[Stored items]
----------------

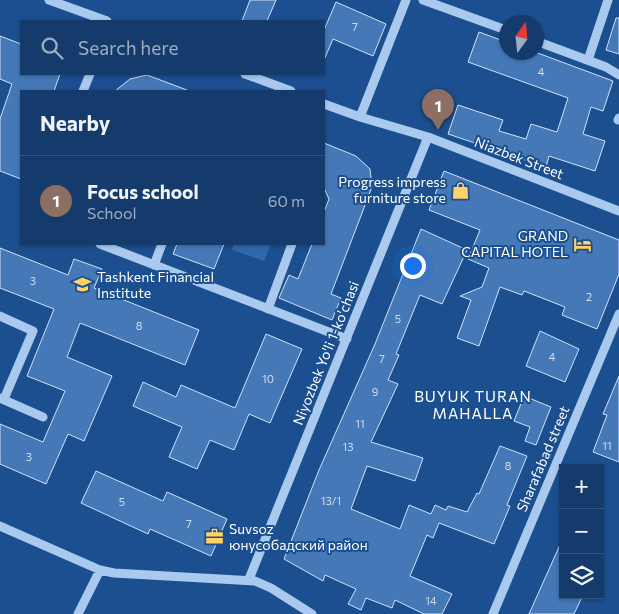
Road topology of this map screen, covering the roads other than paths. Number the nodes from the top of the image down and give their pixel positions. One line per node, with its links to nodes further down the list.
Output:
1 (49, 0): 5 (street)
2 (406, 0): 15 (street)
3 (423, 0): 6 (street)
4 (608, 0): 8 (street)
5 (104, 20)
6 (499, 27)
7 (544, 45): 8 (street)
8 (588, 60): 11 (street)
9 (90, 75): 12 (street)
10 (248, 75): 13 (street)
11 (619, 75)
12 (84, 90)
13 (288, 90)
14 (325, 104): 15 (street, Niazbek Street)
15 (360, 117): 16 (street, Niazbek Street)
16 (428, 137): 17 (street, Niazbek Street); 25 (street, Niyozbek Yo'li 1-ko'chasi)
17 (619, 211)
18 (103, 245): 21 (street)
19 (162, 245): 21 (street)
20 (292, 245): 22 (street)
21 (154, 265): 22 (street)
22 (268, 309): 25 (street)
23 (619, 314): 33 (street, Sharafabad street)
24 (0, 316): 26 (street)
25 (347, 339): 30 (street, Niyozbek Yo'li 1-ko'chasi)
26 (2, 398): 27 (street)
27 (44, 417)
28 (0, 526): 29 (street)
29 (100, 570): 30 (street); 31 (street)
30 (249, 579): 32 (street)
31 (78, 614)
32 (312, 614)
33 (492, 614)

----------------

## [WHAT THE EXERCISE ASKS]
Once the pictures are removed, write out all of the entries above exactly.

## [ANSWER]
Road topology of this map screen, covering the roads other than paths. Number the nodes from the top of the image down and give their pixel positions. One line per node, with its links to nodes further down the list.
Output:
1 (49, 0): 5 (street)
2 (406, 0): 15 (street)
3 (423, 0): 6 (street)
4 (608, 0): 8 (street)
5 (104, 20)
6 (499, 27)
7 (544, 45): 8 (street)
8 (588, 60): 11 (street)
9 (90, 75): 12 (street)
10 (248, 75): 13 (street)
11 (619, 75)
12 (84, 90)
13 (288, 90)
14 (325, 104): 15 (street, Niazbek Street)
15 (360, 117): 16 (street, Niazbek Street)
16 (428, 137): 17 (street, Niazbek Street); 25 (street, Niyozbek Yo'li 1-ko'chasi)
17 (619, 211)
18 (103, 245): 21 (street)
19 (162, 245): 21 (street)
20 (292, 245): 22 (street)
21 (154, 265): 22 (street)
22 (268, 309): 25 (street)
23 (619, 314): 33 (street, Sharafabad street)
24 (0, 316): 26 (street)
25 (347, 339): 30 (street, Niyozbek Yo'li 1-ko'chasi)
26 (2, 398): 27 (street)
27 (44, 417)
28 (0, 526): 29 (street)
29 (100, 570): 30 (street); 31 (street)
30 (249, 579): 32 (street)
31 (78, 614)
32 (312, 614)
33 (492, 614)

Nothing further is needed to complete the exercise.